### DATA IN THIS EXERCISE

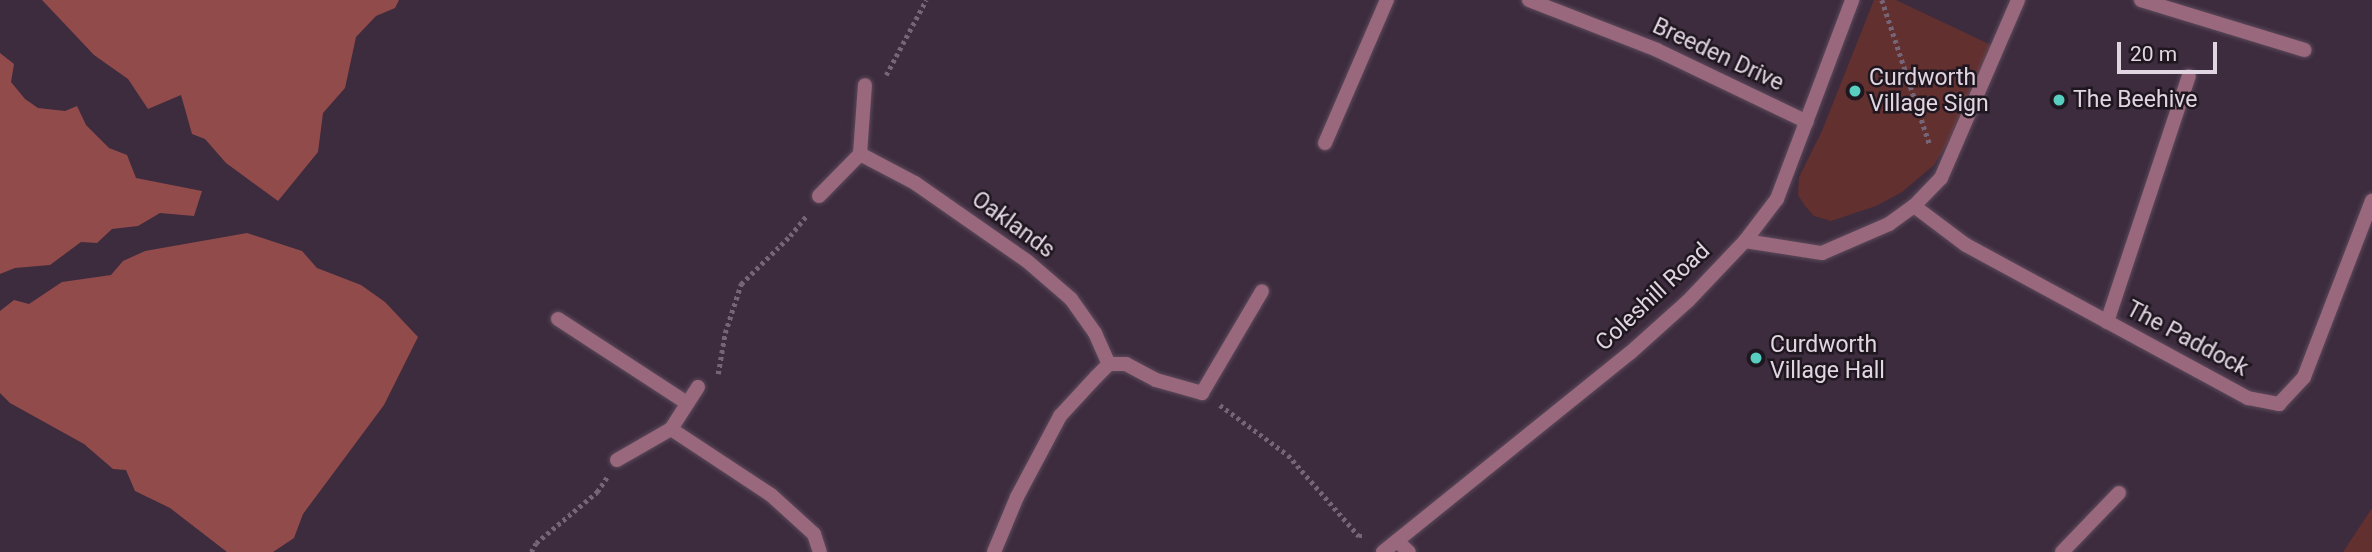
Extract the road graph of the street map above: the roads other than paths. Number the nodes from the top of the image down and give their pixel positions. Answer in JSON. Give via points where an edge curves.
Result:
{"nodes":[{"id":1,"x":1387,"y":0,"type":"edge"},
{"id":2,"x":1530,"y":0,"type":"edge"},
{"id":3,"x":1852,"y":0,"type":"edge"},
{"id":4,"x":2018,"y":0,"type":"edge"},
{"id":5,"x":2141,"y":0,"type":"edge"},
{"id":6,"x":2305,"y":50,"type":"dead end"},
{"id":7,"x":2189,"y":76,"type":"dead end"},
{"id":8,"x":864,"y":85,"type":"road end"},
{"id":9,"x":1807,"y":122,"type":"junction"},
{"id":10,"x":1325,"y":143,"type":"dead end"},
{"id":11,"x":860,"y":154,"type":"junction"},
{"id":12,"x":819,"y":196,"type":"road end"},
{"id":13,"x":2372,"y":201,"type":"edge"},
{"id":14,"x":1914,"y":206,"type":"junction"},
{"id":15,"x":2366,"y":235,"type":"edge"},
{"id":16,"x":1745,"y":241,"type":"junction"},
{"id":17,"x":1262,"y":291,"type":"dead end"},
{"id":18,"x":558,"y":319,"type":"dead end"},
{"id":19,"x":2107,"y":322,"type":"junction"},
{"id":20,"x":1109,"y":364,"type":"junction"},
{"id":21,"x":698,"y":387,"type":"road end"},
{"id":22,"x":687,"y":403,"type":"junction"},
{"id":23,"x":671,"y":429,"type":"junction"},
{"id":24,"x":617,"y":460,"type":"road end"},
{"id":25,"x":2119,"y":493,"type":"dead end"},
{"id":26,"x":1397,"y":541,"type":"junction"},
{"id":27,"x":2070,"y":550,"type":"edge"},
{"id":28,"x":820,"y":552,"type":"edge"},
{"id":29,"x":994,"y":552,"type":"edge"},
{"id":30,"x":1383,"y":552,"type":"edge"},
{"id":31,"x":1409,"y":552,"type":"edge"}],
"edges":[{"from":1,"to":10,"type":"street"},
{"from":2,"to":9,"type":"street","name":"Breeden Drive","via":[[1657,50]]},
{"from":3,"to":9,"type":"street","name":"Coleshill Road"},
{"from":4,"to":14,"type":"street","via":[[1941,178]]},
{"from":5,"to":6,"type":"street"},
{"from":7,"to":19,"type":"street"},
{"from":8,"to":11,"type":"street"},
{"from":9,"to":16,"type":"street","name":"Coleshill Road","via":[[1777,199]]},
{"from":11,"to":12,"type":"street"},
{"from":11,"to":20,"type":"street","name":"Oaklands","via":[[915,183],[1027,261],[1071,299]]},
{"from":13,"to":15,"type":"street","name":"The Paddock"},
{"from":14,"to":16,"type":"street","via":[[1888,224],[1822,253]]},
{"from":14,"to":19,"type":"street","name":"The Paddock","via":[[1966,245]]},
{"from":15,"to":19,"type":"street","name":"The Paddock","via":[[2304,377],[2278,404],[2248,398]]},
{"from":16,"to":26,"type":"street","name":"Coleshill Road","via":[[1688,302],[1630,353]]},
{"from":17,"to":20,"type":"street","via":[[1202,393],[1156,380],[1126,364]]},
{"from":18,"to":22,"type":"street"},
{"from":20,"to":29,"type":"street","via":[[1060,416]]},
{"from":21,"to":22,"type":"street"},
{"from":22,"to":23,"type":"street"},
{"from":23,"to":24,"type":"street"},
{"from":23,"to":28,"type":"street","via":[[771,495],[814,534]]},
{"from":25,"to":27,"type":"street"},
{"from":26,"to":30,"type":"street","name":"Coleshill Road"},
{"from":26,"to":31,"type":"street"}]}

### EXERCISE REQUIREMENTS
Repeat the records above exactly. Pictures do not belong in the copy.

### EXERCISE SOLUTION
Extract the road graph of the street map above: the roads other than paths. Number the nodes from the top of the image down and give their pixel positions. Answer in JSON. Give via points where an edge curves.
Result:
{"nodes":[{"id":1,"x":1387,"y":0,"type":"edge"},
{"id":2,"x":1530,"y":0,"type":"edge"},
{"id":3,"x":1852,"y":0,"type":"edge"},
{"id":4,"x":2018,"y":0,"type":"edge"},
{"id":5,"x":2141,"y":0,"type":"edge"},
{"id":6,"x":2305,"y":50,"type":"dead end"},
{"id":7,"x":2189,"y":76,"type":"dead end"},
{"id":8,"x":864,"y":85,"type":"road end"},
{"id":9,"x":1807,"y":122,"type":"junction"},
{"id":10,"x":1325,"y":143,"type":"dead end"},
{"id":11,"x":860,"y":154,"type":"junction"},
{"id":12,"x":819,"y":196,"type":"road end"},
{"id":13,"x":2372,"y":201,"type":"edge"},
{"id":14,"x":1914,"y":206,"type":"junction"},
{"id":15,"x":2366,"y":235,"type":"edge"},
{"id":16,"x":1745,"y":241,"type":"junction"},
{"id":17,"x":1262,"y":291,"type":"dead end"},
{"id":18,"x":558,"y":319,"type":"dead end"},
{"id":19,"x":2107,"y":322,"type":"junction"},
{"id":20,"x":1109,"y":364,"type":"junction"},
{"id":21,"x":698,"y":387,"type":"road end"},
{"id":22,"x":687,"y":403,"type":"junction"},
{"id":23,"x":671,"y":429,"type":"junction"},
{"id":24,"x":617,"y":460,"type":"road end"},
{"id":25,"x":2119,"y":493,"type":"dead end"},
{"id":26,"x":1397,"y":541,"type":"junction"},
{"id":27,"x":2070,"y":550,"type":"edge"},
{"id":28,"x":820,"y":552,"type":"edge"},
{"id":29,"x":994,"y":552,"type":"edge"},
{"id":30,"x":1383,"y":552,"type":"edge"},
{"id":31,"x":1409,"y":552,"type":"edge"}],
"edges":[{"from":1,"to":10,"type":"street"},
{"from":2,"to":9,"type":"street","name":"Breeden Drive","via":[[1657,50]]},
{"from":3,"to":9,"type":"street","name":"Coleshill Road"},
{"from":4,"to":14,"type":"street","via":[[1941,178]]},
{"from":5,"to":6,"type":"street"},
{"from":7,"to":19,"type":"street"},
{"from":8,"to":11,"type":"street"},
{"from":9,"to":16,"type":"street","name":"Coleshill Road","via":[[1777,199]]},
{"from":11,"to":12,"type":"street"},
{"from":11,"to":20,"type":"street","name":"Oaklands","via":[[915,183],[1027,261],[1071,299]]},
{"from":13,"to":15,"type":"street","name":"The Paddock"},
{"from":14,"to":16,"type":"street","via":[[1888,224],[1822,253]]},
{"from":14,"to":19,"type":"street","name":"The Paddock","via":[[1966,245]]},
{"from":15,"to":19,"type":"street","name":"The Paddock","via":[[2304,377],[2278,404],[2248,398]]},
{"from":16,"to":26,"type":"street","name":"Coleshill Road","via":[[1688,302],[1630,353]]},
{"from":17,"to":20,"type":"street","via":[[1202,393],[1156,380],[1126,364]]},
{"from":18,"to":22,"type":"street"},
{"from":20,"to":29,"type":"street","via":[[1060,416]]},
{"from":21,"to":22,"type":"street"},
{"from":22,"to":23,"type":"street"},
{"from":23,"to":24,"type":"street"},
{"from":23,"to":28,"type":"street","via":[[771,495],[814,534]]},
{"from":25,"to":27,"type":"street"},
{"from":26,"to":30,"type":"street","name":"Coleshill Road"},
{"from":26,"to":31,"type":"street"}]}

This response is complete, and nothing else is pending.